Split mode is used when it is desirable to break redundancy in a controlled way. Split is used when one side needs to be brought down, such as for maintenance. In split state 212, the call processor system moves between true split 218 and single redundant not ready 220 when one side is taken down or brought up. In true split state, cut over causes one side to move between split/active and split/inactive (S/A, S/I) 230 and the other side to move, correspondingly, between split/inactive and split/active (S/I, S/A) 232.

In single redundant not ready state 220, the call processor system exhibits S/A, down 234, down, S/I 236, S/I, down 238, and down, S/A 240.

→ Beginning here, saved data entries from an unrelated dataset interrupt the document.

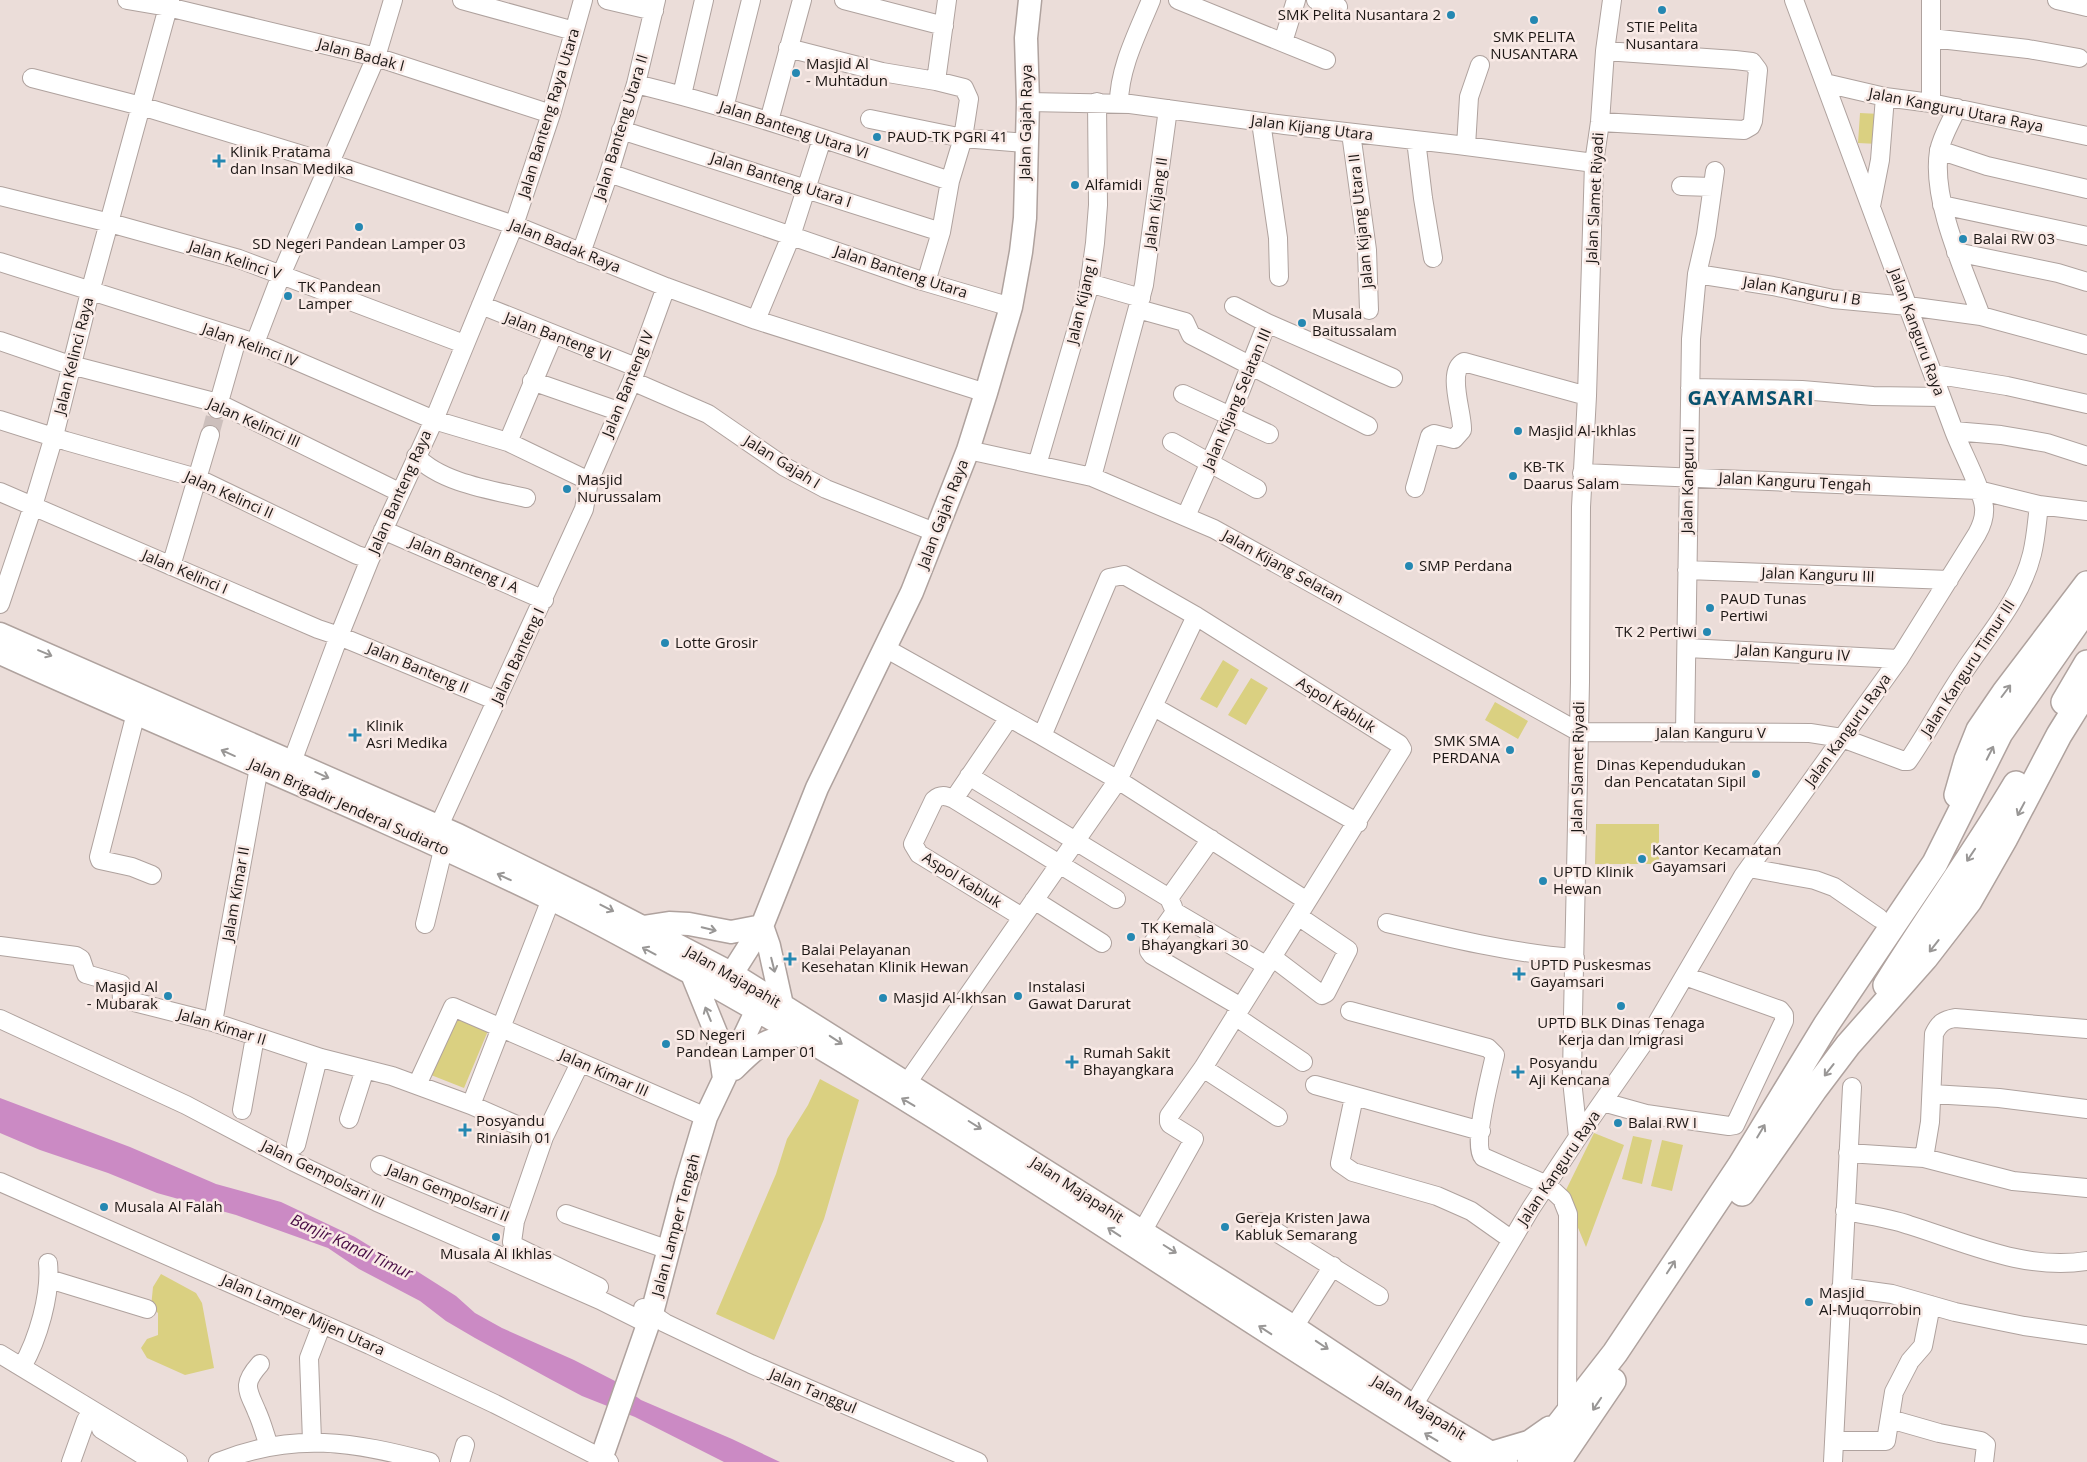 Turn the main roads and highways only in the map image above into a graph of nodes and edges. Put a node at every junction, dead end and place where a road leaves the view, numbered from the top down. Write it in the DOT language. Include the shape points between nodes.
graph roads {
  1 [pos="1030,0"];
  2 [pos="2084,595"];
  3 [pos="0,634"];
  4 [pos="0,653"];
  5 [pos="2087,663"];
  6 [pos="2087,690"];
  7 [pos="186,725"];
  8 [pos="762,926"];
  9 [pos="643,927"];
  10 [pos="692,974"];
  11 [pos="726,982"];
  12 [pos="768,1003"];
  13 [pos="1826,1025"];
  14 [pos="798,1035"];
  15 [pos="1848,1045"];
  16 [pos="724,1078"];
  17 [pos="1019,1161"];
  18 [pos="1566,1435"];
  19 [pos="604,1457"];
  20 [pos="1491,1459"];
  21 [pos="1530,1462"];
  22 [pos="1558,1462"];
  1 -- 8 [label="main road, Jalan Gajah Raya" via="1026,38 1025,218 1011,307 968,450 937,533 912,592 817,788"];
  13 -- 2 [label="highway, one-way" via="1935,863 2000,732"];
  13 -- 2 [label="highway, one-way" via="1855,960 1879,918 1944,822 1984,723"];
  3 -- 7 [label="main road, Jalan Brigadir Jenderal Sudiarto, one-way"];
  4 -- 7 [label="main road, Jalan Brigadir Jenderal Sudiarto" via="136,713"];
  5 -- 15 [label="highway, one-way" via="1993,823 1920,930"];
  6 -- 15 [label="highway, one-way" via="1969,901 1926,958"];
  7 -- 9 [label="main road, Jalan Brigadir Jenderal Sudiarto, one-way" via="292,762 467,840"];
  10 -- 7 [label="main road, Jalan Brigadir Jenderal Sudiarto, one-way" via="551,899 259,767"];
  9 -- 8 [label="main road, one-way" via="669,922 731,932"];
  8 -- 11 [label="main road, Jalan Gajah Raya"];
  8 -- 12 [label="main road, one-way" via="769,946"];
  9 -- 11 [label="main road, Jalan Majapahit"];
  10 -- 11 [label="main road, Jalan Majapahit"];
  16 -- 10 [label="main road, one-way" via="718,1038"];
  11 -- 12 [label="main road, Jalan Majapahit"];
  12 -- 14 [label="main road, Jalan Majapahit"];
  12 -- 16 [label="main road, Jalan Lamper Tengah"];
  12 -- 17 [label="main road, Jalan Majapahit, one-way" via="908,1083"];
  18 -- 13 [label="highway, one-way" via="1615,1353 1740,1166"];
  14 -- 16 [label="main road" via="777,1037 758,1046"];
  17 -- 14 [label="main road, Jalan Majapahit, one-way"];
  15 -- 18 [label="highway, one-way"];
  16 -- 19 [label="main road, Jalan Lamper Tengah" via="706,1117 647,1326"];
  17 -- 20 [label="main road, Jalan Majapahit, one-way" via="1294,1326"];
  20 -- 17 [label="main road, Jalan Majapahit, one-way" via="1395,1415"];
  18 -- 20 [label="highway" via="1530,1443"];
  18 -- 21 [label="highway"];
  18 -- 22 [label="highway"];
} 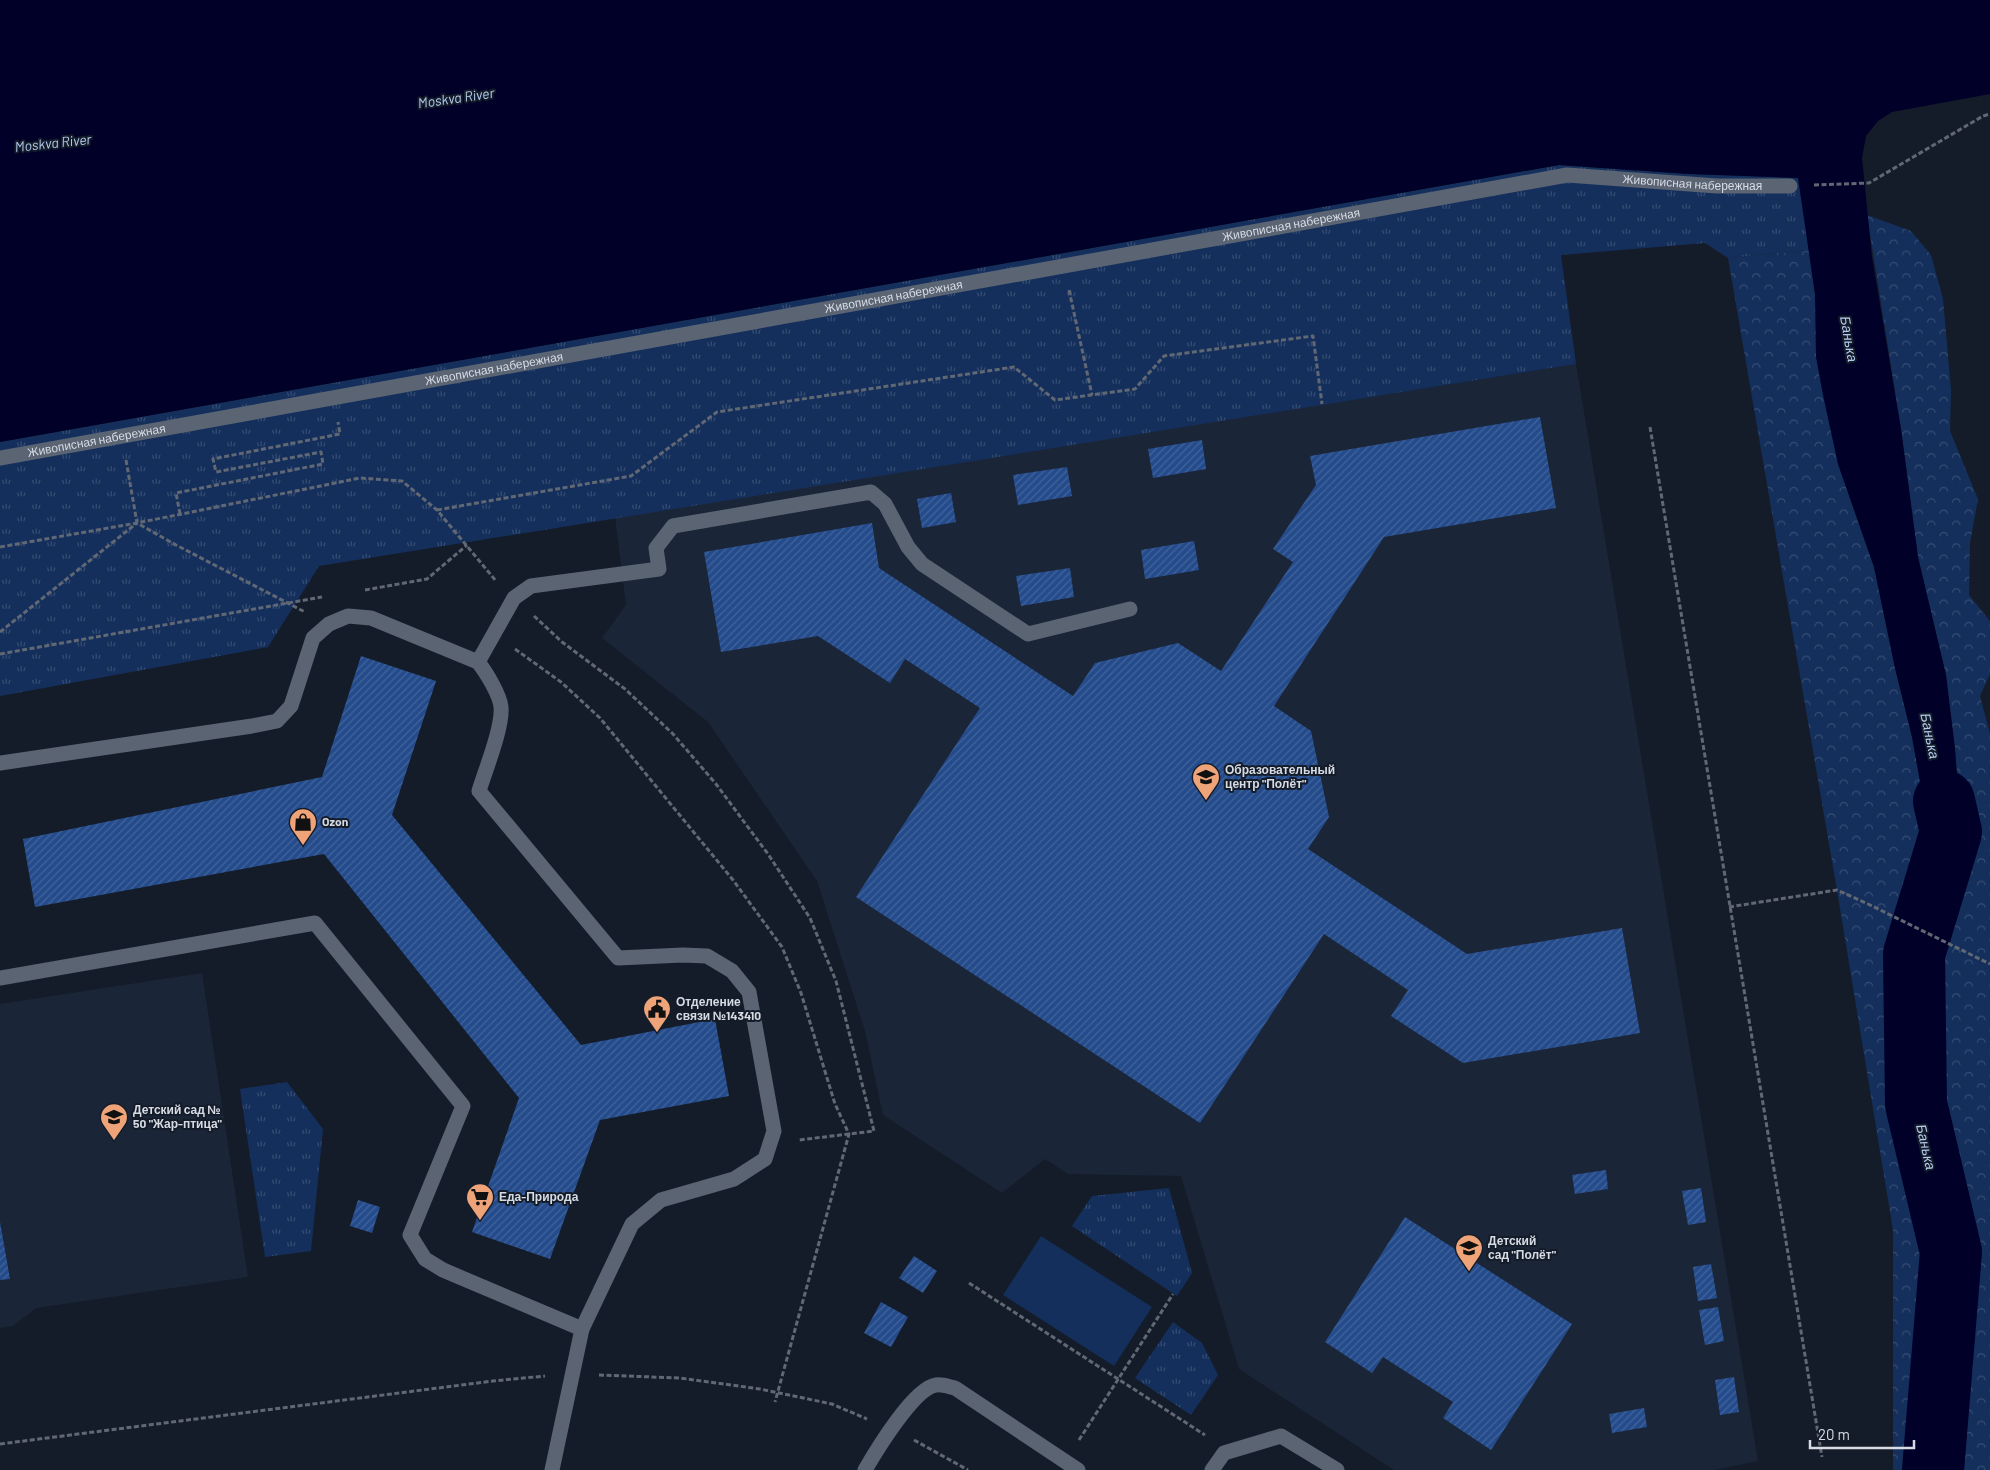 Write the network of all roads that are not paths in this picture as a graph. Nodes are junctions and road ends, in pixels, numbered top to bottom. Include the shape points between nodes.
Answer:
1 (1790, 186) road end
2 (0, 458) edge
3 (1130, 609) dead end
4 (478, 662) junction
5 (0, 762) edge
6 (0, 978) edge
7 (582, 1329) junction
8 (1071, 1466) edge
9 (552, 1470) edge
10 (865, 1470) edge
11 (1212, 1470) edge
12 (1337, 1470) edge

1 - 2 street, Живописная набережная via 1717,186 1568,175
3 - 4 street via 1028,634 922,564 908,547 885,504 871,492 673,526 656,548 659,569 531,586 514,598
4 - 5 street via 371,618 348,616 329,624 313,638 291,706 277,721
4 - 7 street via 489,676 501,707 496,737 479,791 618,958 707,956 732,971 749,992 774,1131 765,1159 734,1179 661,1200 632,1224
6 - 7 street via 315,923 463,1106 410,1235 425,1259 443,1270
7 - 9 street
8 - 10 street via 955,1388 936,1385 922,1392 884,1436
11 - 12 street via 1224,1453 1281,1436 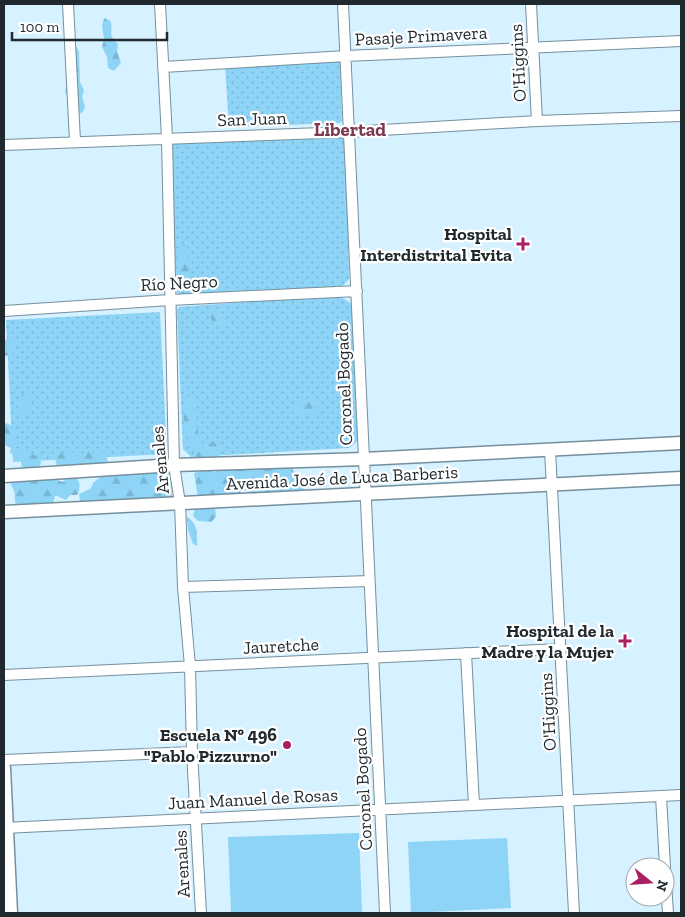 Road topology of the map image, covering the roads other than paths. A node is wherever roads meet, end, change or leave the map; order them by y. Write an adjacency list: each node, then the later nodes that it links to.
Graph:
1 (68, 4): 13 (street)
2 (160, 4): 8 (street, Arenales)
3 (343, 4): 7 (street, Coronel Bogado)
4 (531, 4): 6 (street, O'Higgins)
5 (681, 41): 6 (street, Pasaje Primavera)
6 (533, 47): 7 (street, Pasaje Primavera); 10 (street, O'Higgins)
7 (346, 56): 8 (street, Pasaje Primavera); 11 (street, Coronel Bogado)
8 (163, 67): 12 (street, Arenales)
9 (681, 116): 10 (street, San Juan)
10 (537, 122): 11 (street, San Juan)
11 (349, 132): 12 (street, San Juan); 15 (street, Coronel Bogado)
12 (167, 138): 13 (street, San Juan); 16 (street, Arenales)
13 (75, 141): 14 (street, San Juan)
14 (4, 145)
15 (357, 292): 16 (street, Río Negro); 20 (street, Coronel Bogado)
16 (170, 300): 17 (street, Río Negro); 21 (street, Arenales)
17 (4, 311)
18 (681, 443): 19 (main road, Avenida José de Luca Barberis)
19 (550, 450): 20 (main road, Avenida José de Luca Barberis); 24 (street, O'Higgins)
20 (364, 459): 21 (main road, Avenida José de Luca Barberis); 25 (street, Coronel Bogado)
21 (174, 465): 22 (main road, Avenida José de Luca Barberis); 26 (street, Arenales)
22 (4, 476)
23 (681, 478): 24 (main road, Avenida José de Luca Barberis)
24 (552, 484): 25 (main road, Avenida José de Luca Barberis); 30 (street, O'Higgins)
25 (366, 494): 26 (main road, Avenida José de Luca Barberis); 28 (street, Coronel Bogado)
26 (180, 503): 27 (main road, Avenida José de Luca Barberis); 29 (street, Arenales)
27 (4, 512)
28 (369, 581): 29 (street); 32 (street, Coronel Bogado)
29 (183, 587): 33 (street, Arenales)
30 (560, 649): 31 (street, Jauretche); 41 (street, O'Higgins)
31 (466, 653): 32 (street, Jauretche); 42 (street)
32 (373, 658): 33 (street, Jauretche); 43 (street, Coronel Bogado)
33 (190, 666): 34 (street, Jauretche); 35 (street, Arenales)
34 (4, 675)
35 (192, 752): 36 (street); 44 (street, Arenales)
36 (4, 760)
37 (4, 768): 38 (main road)
38 (4, 778): 45 (main road)
39 (681, 795): 40 (street, Juan Manuel de Rosas)
40 (661, 796): 41 (street, Juan Manuel de Rosas); 46 (street)
41 (568, 800): 42 (street, Juan Manuel de Rosas); 50 (street, O'Higgins)
42 (474, 805): 43 (street, Juan Manuel de Rosas)
43 (380, 809): 44 (street, Juan Manuel de Rosas); 49 (street, Coronel Bogado)
44 (196, 818): 45 (street, Juan Manuel de Rosas); 48 (street, Arenales)
45 (5, 827): 47 (main road)
46 (664, 857)
47 (11, 913)
48 (201, 913)
49 (385, 913)
50 (574, 913)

FIG. 9 shows the states two nodes move through when going from active to inactive or from inactive to active. The states represent the states that are moved through when LCS 286 requires a switchover using a graceful switchover for minimum impact. When node 0 goes from active to inactive, and node 1 goes from inactive to active, node 0 moves through steps 1-5 in the left block of the figure, and node 1 moves through steps 5-10 of the right block.

Node 0: (1) take semaphores for Pdata & file, (2) shutdown CNI, (3) intLock, (4) save processor state, and (5) copy. Node 1 then (5) receives, (6) restore processor state, (7) int Unlock, (8) set Active_IP, (9) enable CNI (H/W), and (10) give semaphores. Thus, node 1 has basically reversed back out of the states node 0 went through.

Node 1: (1) suspend H/B task, (2) close files, (3) close interface, (4) intLock, (5) copy, (6) intUnlock, (7) kill reg tasks, (8) LCS: change to inactive, (9) start OS testing, and (10) set Inactive_IP.

For node 0, step 1 involves taking a semaphore for Pdata and file access, so they are locked. This prevents the other tasks other than LCS 286 from performing these functions until the semaphore is released. Step 2 involves shutting down the core to network interface, shutting down the interfaces into the TDM network. In step 3 the interrupts are locked, effectively stopping the OS from running. In this state, below the horizontal line in the left block of the figure, the OS is disabled. The high speed pipe, though, is able to transfer the necessary data to the other node without assistance from the OS. In step 4, the context of the processor is saved. The processor in node 0 has an instruction that saves all registers, stacks and other processor memory content to a particular memory area. The high speed pipe then transfers this data in step 5.

Continuing with the step 6 in the right block, node 1 restores the processor state, unlocks interrupt, sets IP active, enables CNI, and gives the semaphores. Giving semaphores allows the other tasks in node 1 to begin operating. Thus, node 1 has become active in the identical state that node 0 was in when node 0 went inactive.

For node 0, in step 6, the interrupts are unlocked, the regular tasks are killed in step 7, LCS is changed to inactive, OS testing is started, and the IP is set to inactive.

For node 1, going into the active from inactive, step 1 requires suspending heartbeat task in step 1, files are closed in step 2, the interface is closed in step 3, interrupts are locked in step 4, and then the processor is copied.